What needs to be done:
Say how many lines in the listing contain the string "dead", giving the number alone.

Records supplied:
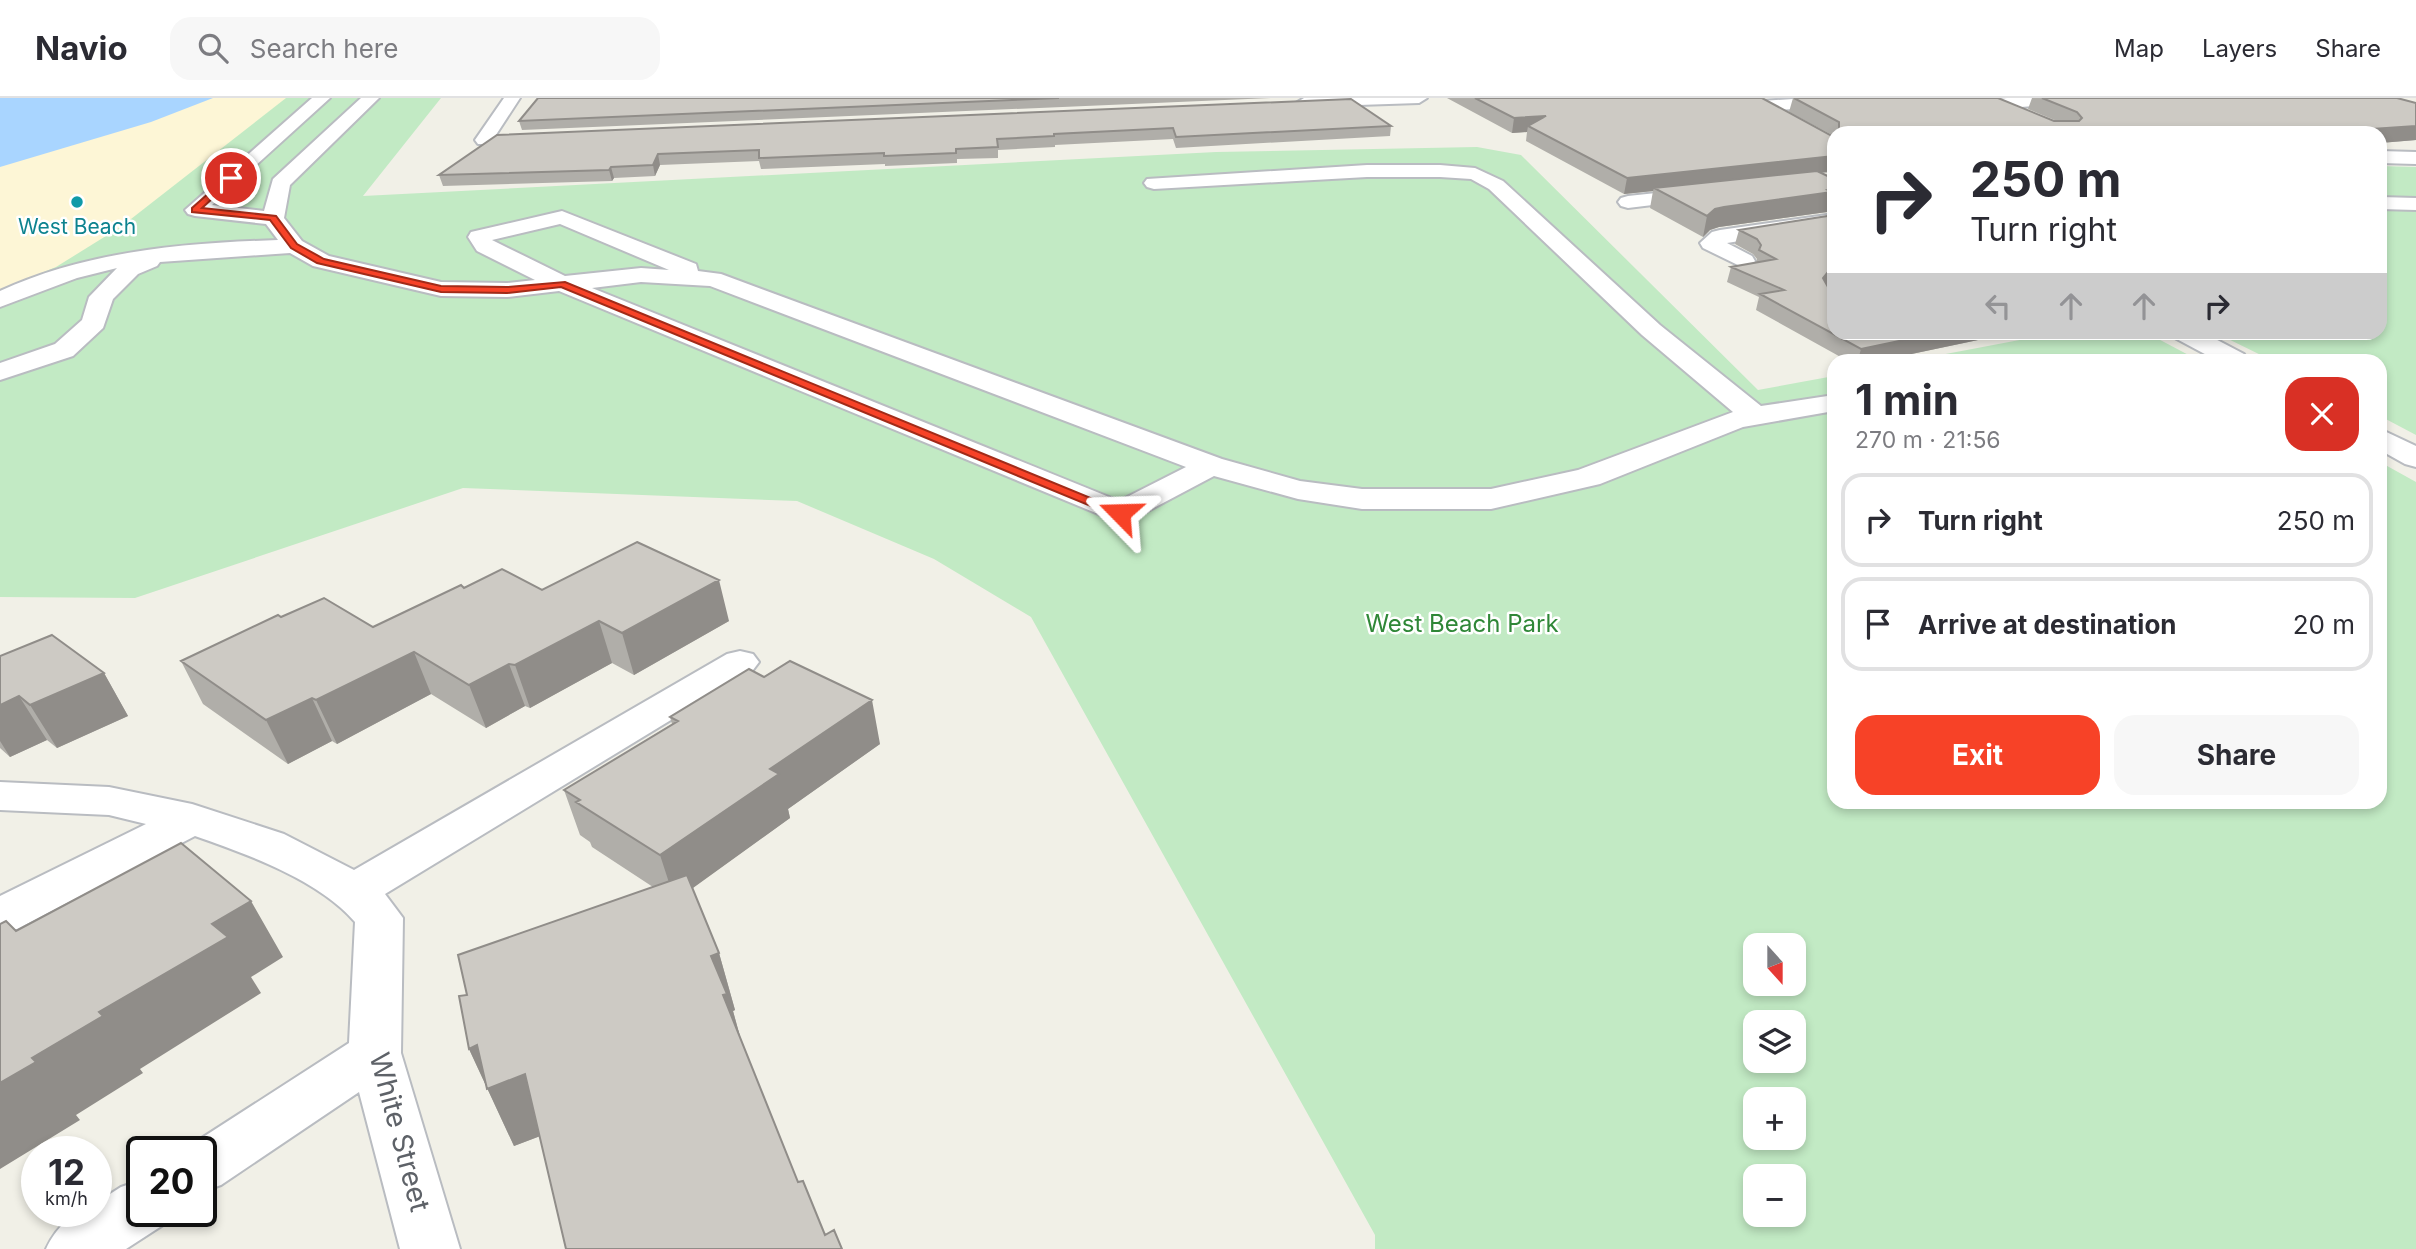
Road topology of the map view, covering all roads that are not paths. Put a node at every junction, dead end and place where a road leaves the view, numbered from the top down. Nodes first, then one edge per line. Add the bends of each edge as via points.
1 (322, 98) edge
2 (371, 98) edge
3 (512, 98) edge
4 (1419, 98) edge
5 (1743, 98) edge
6 (1890, 98) edge
7 (2071, 98) edge
8 (1385, 99) edge
9 (1987, 101) edge
10 (1292, 104) edge
11 (1760, 106) junction
12 (2030, 118) edge
13 (1793, 124) edge
14 (511, 139) edge
15 (2387, 157) edge
16 (2416, 158) edge
17 (1154, 183) dead end
18 (1724, 192) edge
19 (1628, 202) edge
20 (2387, 203) edge
21 (2416, 204) edge
22 (273, 218) junction
23 (1827, 221) edge
24 (294, 246) junction
25 (161, 256) junction
26 (1744, 261) dead end
27 (713, 279) junction
28 (562, 284) junction
29 (0, 300) edge
30 (2197, 340) edge
31 (2224, 354) edge
32 (0, 372) edge
33 (1827, 404) edge
34 (1755, 416) junction
35 (2387, 442) edge
36 (2416, 458) edge
37 (1211, 466) junction
38 (740, 662) dead end
39 (0, 796) edge
40 (192, 819) junction
41 (355, 891) junction
42 (0, 917) edge
43 (375, 1053) junction
44 (217, 1157) edge
45 (126, 1216) edge
46 (76, 1249) edge
47 (430, 1249) edge

1 - 22 street via 195,210
2 - 22 street via 280,183
3 - 14 street via 484,140
4 - 8 street
5 - 11 street
6 - 11 street
7 - 9 street
8 - 10 street
9 - 12 street
11 - 13 street
15 - 16 street
17 - 34 street via 1367,171 1475,174 1496,185 1651,330
18 - 19 street
20 - 21 street
22 - 24 street
23 - 26 street via 1720,237 1711,243
24 - 25 street
24 - 28 street via 321,261 441,289 507,290
25 - 29 street via 102,265 21,289
25 - 32 street via 130,269 101,297 94,323 64,350
27 - 28 street via 641,275
27 - 28 street via 562,217 479,237 485,246
27 - 37 street
28 - 37 street via 1120,513
30 - 31 street
33 - 34 street
34 - 37 street via 1589,477 1491,499 1362,499 1298,490
35 - 36 street
38 - 41 street
39 - 40 street, White Street via 109,801
40 - 41 street, White Street via 268,845
40 - 42 street
41 - 43 street, White Street via 379,918
43 - 44 street
43 - 47 street, White Street
45 - 46 street

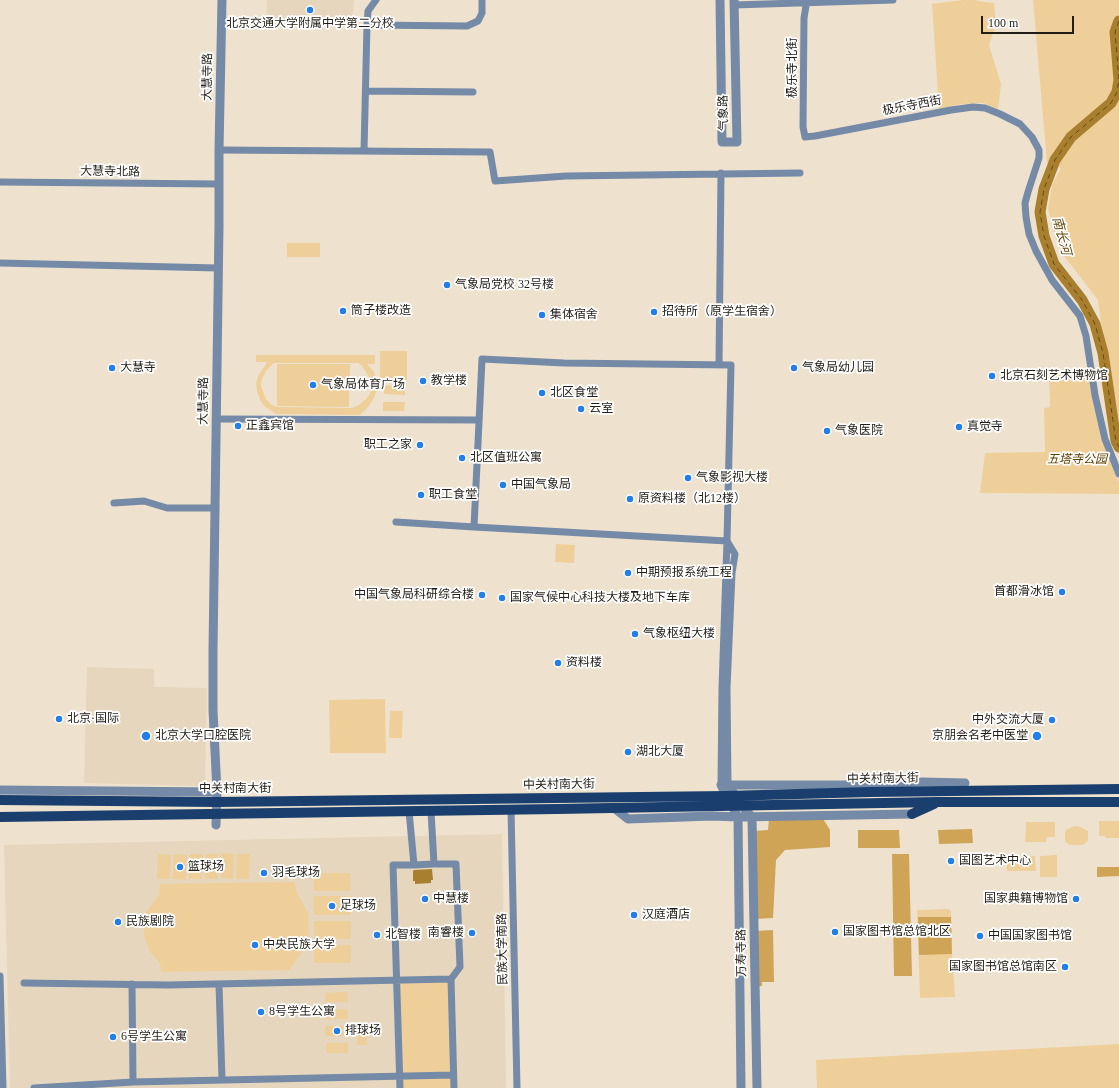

Answer to the problem:
4